# Slip via dislocation motion

It is possible to estimate the stress required for slip by movement of lattice planes past one another (*i.e.* in
a perfect crystal) and for slip by dislocation motion.

### Stress required for slip in a perfect crystal

One can estimate the shear stress required to cause slip in a perfect crystal as follows. Imagine two close-packed planes
with separation *h* and interatomic distance *b*. On application of a shear stress *τ*,
the top plane moves a distance *u* with respect to the bottom plane as shown in the diagram.

The shear stress *τ* needed for slip to proceed in this way is zero when *u*
= 0, *u* = ½ *b* and *u* =
*b* etc. As a first approximation we assume that *τ* varies sinusoidally with *u*, then a suitable
form for *τ* is:

$$\tau = {\tau _{crit}}\sin {{2\pi u} \over b}$$

where *τ** _{crit}* is a constant that equals the shear stress that must
be applied to move one close-packed plane continuously over the next, and hence corresponds to the maximum value of

*τ*. This maximum occurs when

*u*=

*b*/4.

*τ* is related to the shear strain *γ* by the shear modulus, *G*:

$$\tau = G\gamma $$

and the shear strain angle *γ* is given by

$$\gamma = {u \over h}$$

It is now possible to make the assumption that the ratio *u*/*b* is small since the macroscopic slip is the result of a small amount of slip on each plane, rather than a large amount on one plane. This simplifies the expression since sin *x* ~ *x*.

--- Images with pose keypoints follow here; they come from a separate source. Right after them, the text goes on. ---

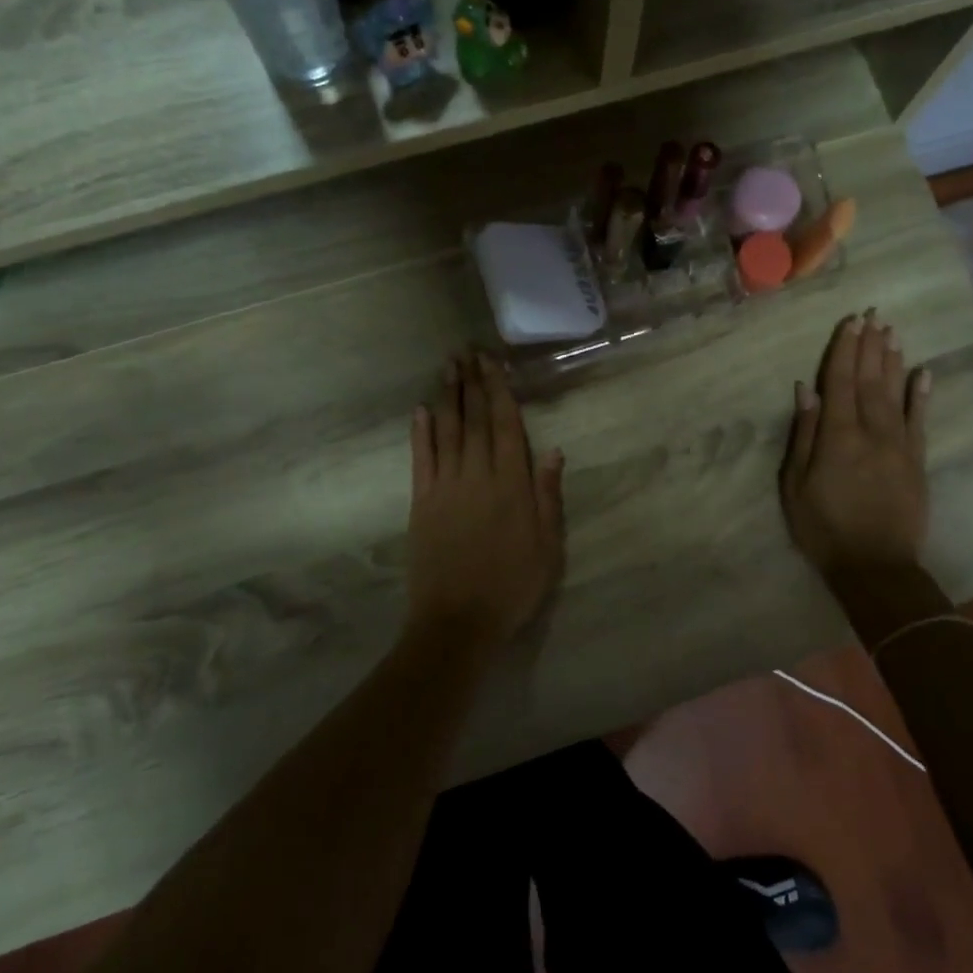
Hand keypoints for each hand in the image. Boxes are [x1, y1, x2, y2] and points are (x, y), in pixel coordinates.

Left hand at [406, 352, 565, 648]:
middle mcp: (477, 475)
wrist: (457, 622)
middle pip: (473, 419)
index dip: (498, 390)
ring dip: (447, 396)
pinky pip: (421, 459)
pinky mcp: (421, 502)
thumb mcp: (548, 546)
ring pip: (446, 431)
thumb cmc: (512, 586)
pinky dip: (420, 432)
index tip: (492, 362)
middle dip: (471, 382)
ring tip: (447, 367)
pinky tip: (420, 409)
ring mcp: (445, 486)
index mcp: (511, 484)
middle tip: (466, 351)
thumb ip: (548, 496)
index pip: (505, 425)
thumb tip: (552, 450)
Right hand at [780, 310, 931, 579]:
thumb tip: (806, 390)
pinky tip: (922, 372)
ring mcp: (899, 444)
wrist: (876, 567)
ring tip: (891, 332)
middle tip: (873, 315)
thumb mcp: (796, 485)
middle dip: (869, 346)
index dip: (844, 350)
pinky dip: (921, 394)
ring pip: (895, 393)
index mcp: (838, 436)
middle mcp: (872, 431)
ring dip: (892, 360)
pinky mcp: (917, 460)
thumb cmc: (823, 528)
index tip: (850, 322)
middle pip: (870, 380)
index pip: (841, 382)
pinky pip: (920, 420)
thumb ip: (804, 434)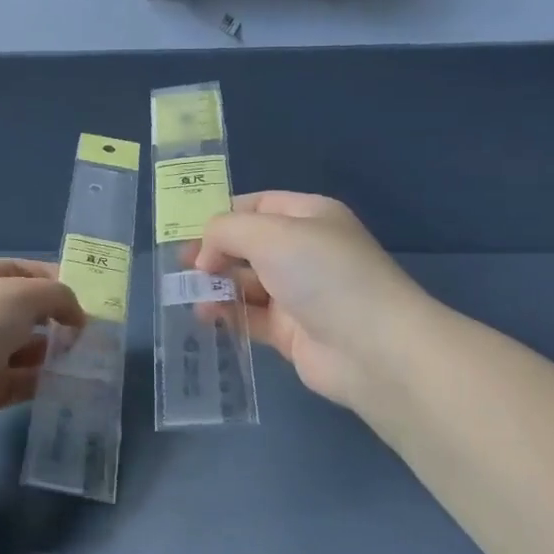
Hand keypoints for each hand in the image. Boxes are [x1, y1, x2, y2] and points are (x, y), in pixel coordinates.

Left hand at [0, 259, 84, 451]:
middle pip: (22, 310)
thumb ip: (57, 295)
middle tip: (90, 330)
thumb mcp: (22, 295)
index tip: (87, 295)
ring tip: (85, 357)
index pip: (19, 270)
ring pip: (22, 347)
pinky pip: (19, 380)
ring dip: (52, 351)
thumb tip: (76, 314)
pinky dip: (42, 380)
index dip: (53, 278)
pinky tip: (68, 382)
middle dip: (56, 317)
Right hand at [194, 192, 430, 407]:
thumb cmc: (322, 274)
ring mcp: (297, 292)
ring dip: (216, 285)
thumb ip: (226, 231)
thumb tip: (205, 253)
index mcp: (308, 216)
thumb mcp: (269, 234)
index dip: (222, 215)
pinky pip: (250, 316)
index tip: (186, 231)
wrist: (372, 348)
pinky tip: (206, 316)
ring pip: (245, 282)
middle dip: (213, 252)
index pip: (257, 205)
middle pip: (247, 244)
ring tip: (189, 294)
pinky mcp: (290, 331)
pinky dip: (226, 314)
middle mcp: (303, 250)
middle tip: (181, 267)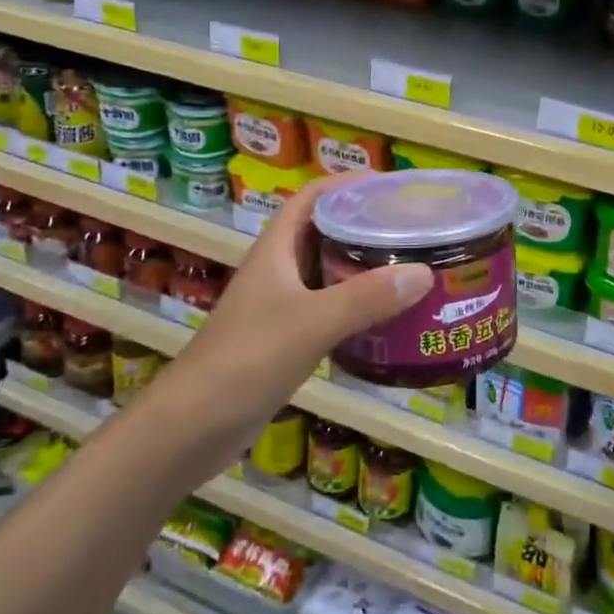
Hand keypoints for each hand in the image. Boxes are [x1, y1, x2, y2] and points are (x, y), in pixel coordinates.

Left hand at [168, 173, 429, 440]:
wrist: (190, 428)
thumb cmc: (245, 360)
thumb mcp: (310, 323)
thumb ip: (365, 297)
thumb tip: (424, 272)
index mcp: (276, 249)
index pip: (311, 197)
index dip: (346, 184)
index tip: (389, 185)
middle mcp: (277, 270)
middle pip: (323, 232)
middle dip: (363, 224)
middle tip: (409, 228)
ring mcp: (279, 307)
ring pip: (326, 272)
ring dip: (361, 267)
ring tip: (407, 266)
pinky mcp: (283, 341)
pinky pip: (327, 309)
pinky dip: (354, 306)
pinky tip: (384, 317)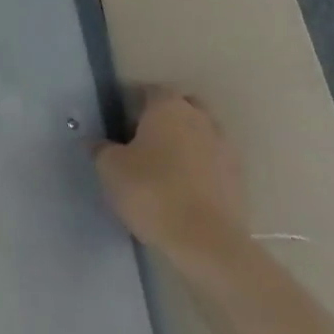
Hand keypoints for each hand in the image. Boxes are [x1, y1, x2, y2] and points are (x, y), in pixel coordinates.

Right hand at [95, 87, 248, 266]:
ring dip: (185, 145)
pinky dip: (200, 170)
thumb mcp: (111, 169)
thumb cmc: (152, 192)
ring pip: (200, 134)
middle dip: (164, 120)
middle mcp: (200, 118)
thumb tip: (96, 142)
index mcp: (168, 106)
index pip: (149, 91)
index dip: (133, 104)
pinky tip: (184, 191)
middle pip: (180, 108)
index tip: (120, 125)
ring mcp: (224, 147)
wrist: (206, 243)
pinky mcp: (238, 179)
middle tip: (143, 143)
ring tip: (165, 170)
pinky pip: (213, 163)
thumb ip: (101, 149)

Combining equations [1] and [3],

$$\tau = {\tau _{crit}}\sin {{2\pi u} \over b} = 2\pi {\tau _{crit}}{{h\gamma } \over b}$$

Rearranging equation [2] and substituting,

$${\tau \over \gamma } = G = {{2\pi {\tau _{crit}}h} \over b}$$

hence

$${\tau _{crit}} = {{Gb} \over {2\pi h}}$$

For close-packed spheres, *b*/*h* = 2/3^{1/2}, which gives

$${\tau _{crit}} = {{Gb} \over {\pi \sqrt 3 }} \approx {G \over 5}$$

### Stress required for slip by means of dislocation motion

When a dislocation line moves through a crystal, the interatomic forces across the slip plane are overcome in a series of local movements, rather than breaking all of the atomic bonds across the slip plane at once as would occur in a perfect lattice. The stress needed to drive a dislocation through a crystal continuously is called the *Peierls-Nabarro stress*, τ_{p}. Calculation of τ_{p} is difficult, and it depends on the ratio of the dislocation
width *w* to the magnitude of the Burgers vector *b*. One simple model gives:

$${\tau _p} = 3G\exp \left( { - {{2\pi w} \over b}} \right)$$

Setting *w* = *b*, which is the minimum reasonable width for a dislocation, and
therefore will give the maximum τ_{p}, reduces equation [6] to:

$${\tau _p} = 3G\exp ( - 2\pi ) \approx {G \over {180}}$$

This approximate calculation shows that the Peierls-Nabarro stress to move a dislocation through a lattice (equation [7]) is orders of magnitude less than the stress required to cause slip in a perfect lattice (equation [5]). Therefore it follows that slip occurs by dislocation motion when dislocations are present in the lattice.